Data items
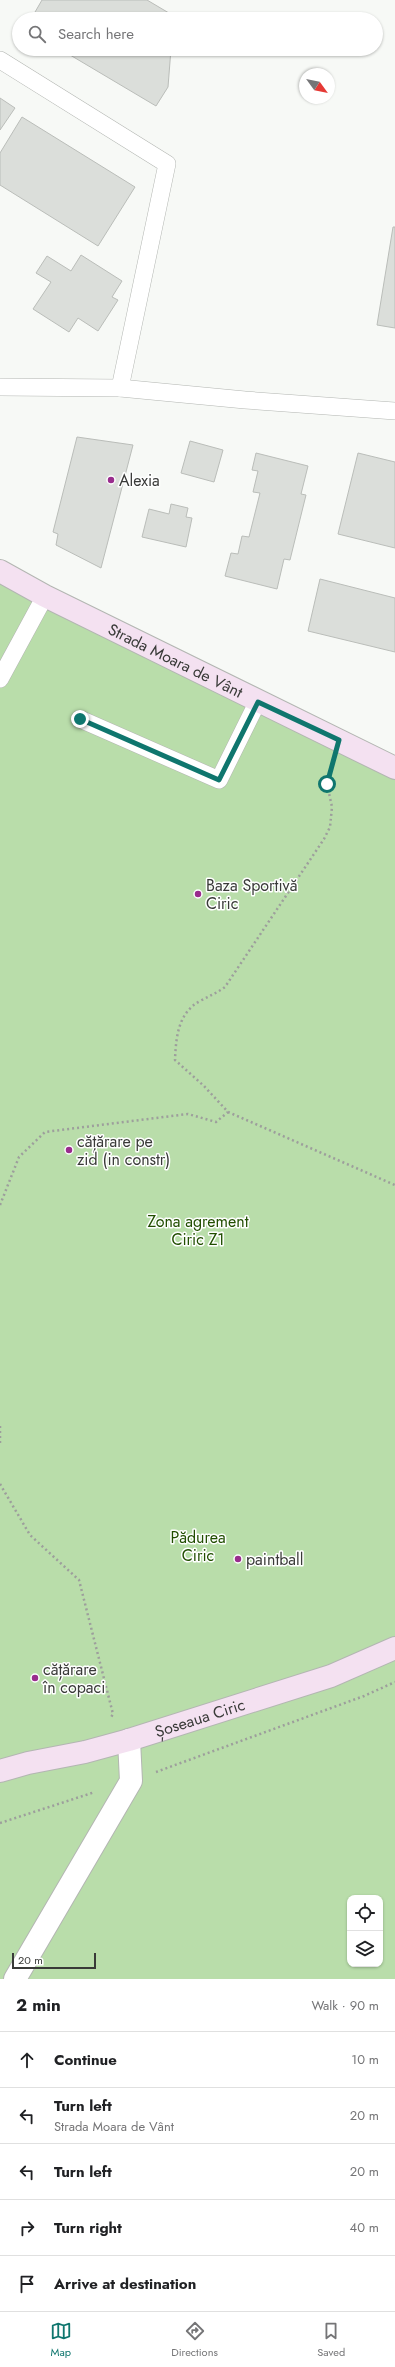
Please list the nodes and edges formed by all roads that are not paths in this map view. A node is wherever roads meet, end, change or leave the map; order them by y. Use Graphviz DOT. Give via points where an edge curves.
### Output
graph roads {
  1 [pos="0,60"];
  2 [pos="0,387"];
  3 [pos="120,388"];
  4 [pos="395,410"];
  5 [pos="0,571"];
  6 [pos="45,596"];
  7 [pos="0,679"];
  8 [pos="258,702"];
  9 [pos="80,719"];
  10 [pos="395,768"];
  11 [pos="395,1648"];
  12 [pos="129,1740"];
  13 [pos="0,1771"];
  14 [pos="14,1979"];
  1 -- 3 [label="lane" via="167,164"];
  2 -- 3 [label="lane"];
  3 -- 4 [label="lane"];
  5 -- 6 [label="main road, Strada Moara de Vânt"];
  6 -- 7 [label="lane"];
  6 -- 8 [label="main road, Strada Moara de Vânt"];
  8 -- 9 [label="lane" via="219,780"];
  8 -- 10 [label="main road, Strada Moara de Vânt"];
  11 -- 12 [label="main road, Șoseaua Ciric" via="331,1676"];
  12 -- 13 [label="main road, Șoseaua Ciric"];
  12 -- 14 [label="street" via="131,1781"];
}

---

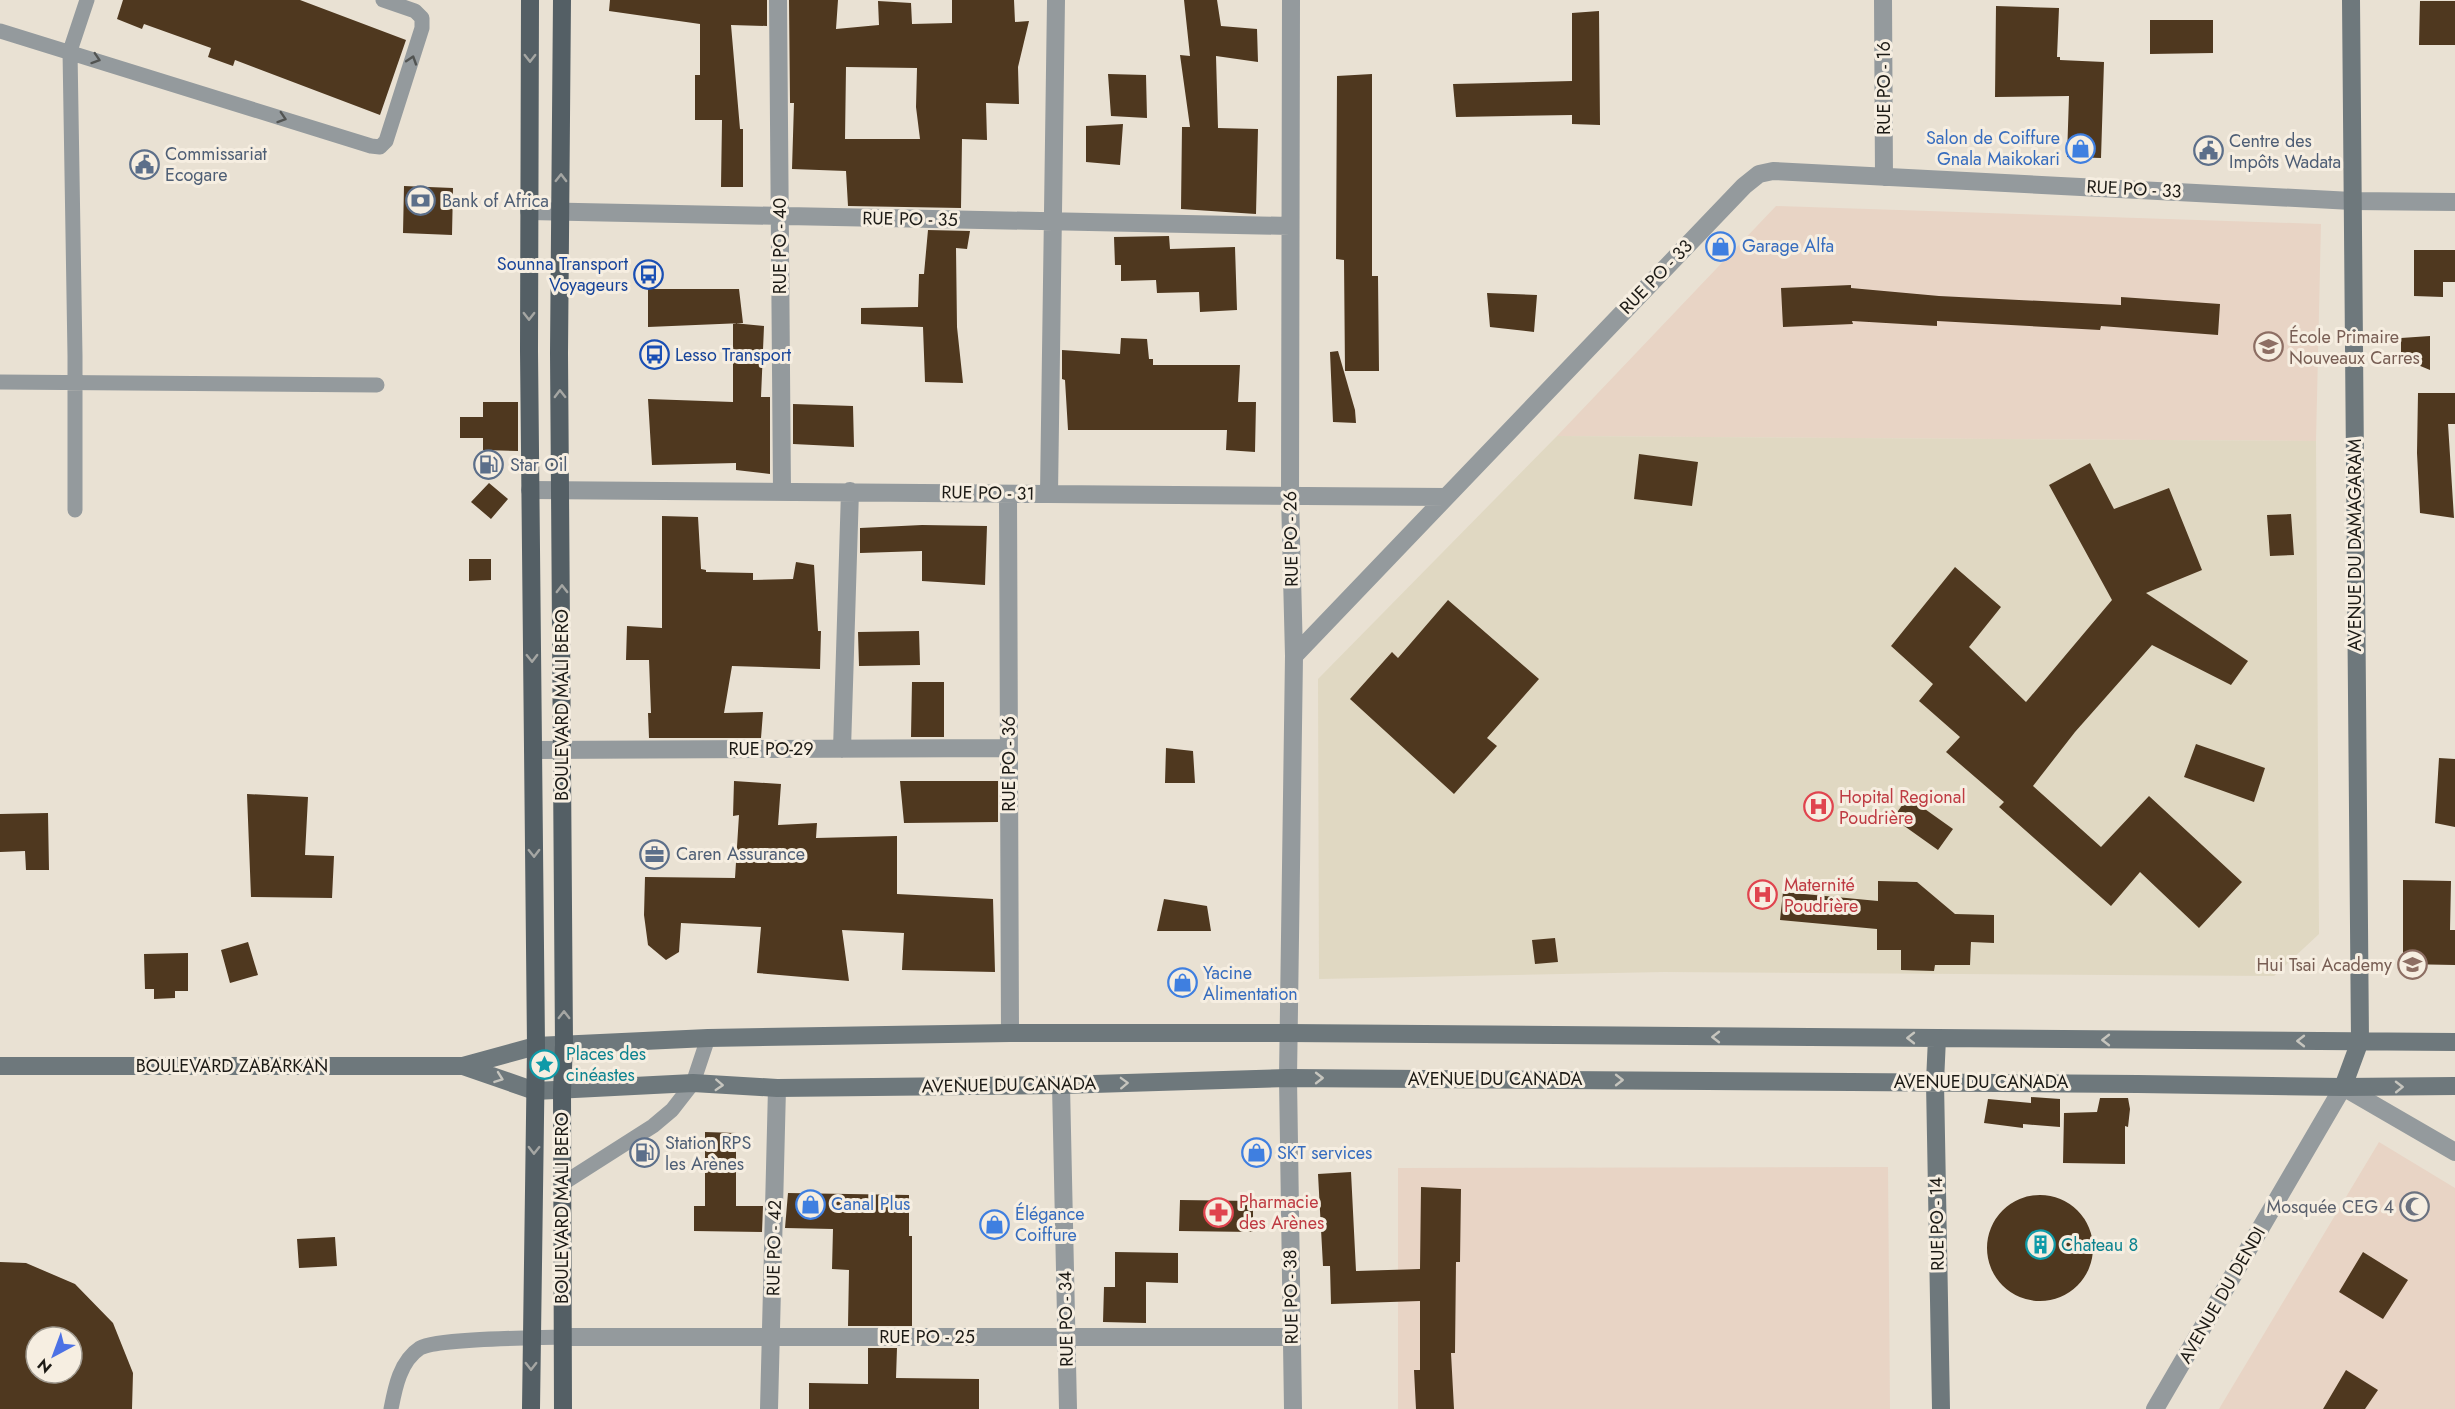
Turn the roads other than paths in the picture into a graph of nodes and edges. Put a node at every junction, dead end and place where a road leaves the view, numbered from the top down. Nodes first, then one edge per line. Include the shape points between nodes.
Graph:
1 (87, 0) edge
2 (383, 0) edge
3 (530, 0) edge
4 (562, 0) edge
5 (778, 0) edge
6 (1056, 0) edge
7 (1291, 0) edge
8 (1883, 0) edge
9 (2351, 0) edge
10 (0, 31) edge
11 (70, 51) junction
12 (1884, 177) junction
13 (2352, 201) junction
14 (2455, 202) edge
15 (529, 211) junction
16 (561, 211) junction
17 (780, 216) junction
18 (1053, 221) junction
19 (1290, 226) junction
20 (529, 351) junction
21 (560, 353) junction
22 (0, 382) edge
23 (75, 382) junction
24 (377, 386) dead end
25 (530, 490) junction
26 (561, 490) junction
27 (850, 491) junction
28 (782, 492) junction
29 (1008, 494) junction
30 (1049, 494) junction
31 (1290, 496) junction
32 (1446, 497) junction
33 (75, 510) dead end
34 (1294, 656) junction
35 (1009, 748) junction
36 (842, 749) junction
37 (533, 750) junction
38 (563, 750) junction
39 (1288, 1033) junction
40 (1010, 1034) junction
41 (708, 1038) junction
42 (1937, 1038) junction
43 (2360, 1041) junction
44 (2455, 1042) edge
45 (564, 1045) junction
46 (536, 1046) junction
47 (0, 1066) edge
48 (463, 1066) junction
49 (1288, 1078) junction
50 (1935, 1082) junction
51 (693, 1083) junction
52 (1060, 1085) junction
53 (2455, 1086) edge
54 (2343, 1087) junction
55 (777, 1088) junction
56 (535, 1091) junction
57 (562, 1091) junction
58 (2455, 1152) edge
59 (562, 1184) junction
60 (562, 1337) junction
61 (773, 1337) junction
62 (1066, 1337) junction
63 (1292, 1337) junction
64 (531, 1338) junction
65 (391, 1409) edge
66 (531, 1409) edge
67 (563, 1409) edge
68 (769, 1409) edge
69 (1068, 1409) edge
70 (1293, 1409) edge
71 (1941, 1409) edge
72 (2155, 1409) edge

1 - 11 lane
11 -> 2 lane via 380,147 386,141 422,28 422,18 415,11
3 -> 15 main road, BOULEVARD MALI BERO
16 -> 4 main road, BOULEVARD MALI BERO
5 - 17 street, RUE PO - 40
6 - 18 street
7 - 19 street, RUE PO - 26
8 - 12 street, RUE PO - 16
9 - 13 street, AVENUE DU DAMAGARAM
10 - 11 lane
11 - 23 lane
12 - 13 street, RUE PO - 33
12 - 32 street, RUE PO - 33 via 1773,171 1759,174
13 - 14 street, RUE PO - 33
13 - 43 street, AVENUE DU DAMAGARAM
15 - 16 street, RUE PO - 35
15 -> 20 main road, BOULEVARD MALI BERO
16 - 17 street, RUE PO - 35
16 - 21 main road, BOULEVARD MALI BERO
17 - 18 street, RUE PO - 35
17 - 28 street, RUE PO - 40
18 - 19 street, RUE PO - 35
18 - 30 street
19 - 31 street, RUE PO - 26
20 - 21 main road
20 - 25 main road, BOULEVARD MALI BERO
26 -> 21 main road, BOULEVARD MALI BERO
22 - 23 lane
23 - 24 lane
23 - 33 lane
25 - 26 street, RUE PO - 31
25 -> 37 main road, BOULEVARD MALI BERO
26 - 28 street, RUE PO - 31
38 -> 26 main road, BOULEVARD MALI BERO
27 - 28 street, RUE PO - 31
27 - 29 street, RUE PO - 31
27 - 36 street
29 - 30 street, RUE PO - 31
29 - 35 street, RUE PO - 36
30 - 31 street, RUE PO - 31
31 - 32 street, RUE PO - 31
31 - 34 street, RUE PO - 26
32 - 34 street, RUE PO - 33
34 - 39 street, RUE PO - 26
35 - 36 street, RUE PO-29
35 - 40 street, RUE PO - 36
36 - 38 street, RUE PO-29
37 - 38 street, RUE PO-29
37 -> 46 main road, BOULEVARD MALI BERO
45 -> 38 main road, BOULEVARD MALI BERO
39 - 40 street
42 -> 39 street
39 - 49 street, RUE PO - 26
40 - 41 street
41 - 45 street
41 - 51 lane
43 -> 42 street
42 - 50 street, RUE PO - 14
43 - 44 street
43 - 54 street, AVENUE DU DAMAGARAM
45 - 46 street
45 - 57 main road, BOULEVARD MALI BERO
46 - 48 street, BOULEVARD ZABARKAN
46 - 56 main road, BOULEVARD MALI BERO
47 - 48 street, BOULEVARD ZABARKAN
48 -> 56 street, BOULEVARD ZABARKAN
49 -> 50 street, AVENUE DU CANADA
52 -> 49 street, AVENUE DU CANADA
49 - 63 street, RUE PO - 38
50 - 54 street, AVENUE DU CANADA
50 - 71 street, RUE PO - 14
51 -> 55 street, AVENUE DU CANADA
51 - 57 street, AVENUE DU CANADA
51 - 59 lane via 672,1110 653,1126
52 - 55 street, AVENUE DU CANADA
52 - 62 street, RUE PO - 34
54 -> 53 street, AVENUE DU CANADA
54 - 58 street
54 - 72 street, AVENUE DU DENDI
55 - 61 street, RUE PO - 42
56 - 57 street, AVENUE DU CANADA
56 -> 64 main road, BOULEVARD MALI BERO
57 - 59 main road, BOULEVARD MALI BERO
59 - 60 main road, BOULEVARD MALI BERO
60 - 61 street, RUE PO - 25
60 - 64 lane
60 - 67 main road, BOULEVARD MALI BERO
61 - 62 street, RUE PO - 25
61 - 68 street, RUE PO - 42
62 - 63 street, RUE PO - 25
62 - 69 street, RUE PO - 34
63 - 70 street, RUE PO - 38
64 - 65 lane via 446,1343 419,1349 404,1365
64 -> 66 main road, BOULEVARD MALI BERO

# Exercise
Lines above with "nodes": state how many, nothing more.

# Response to the task
2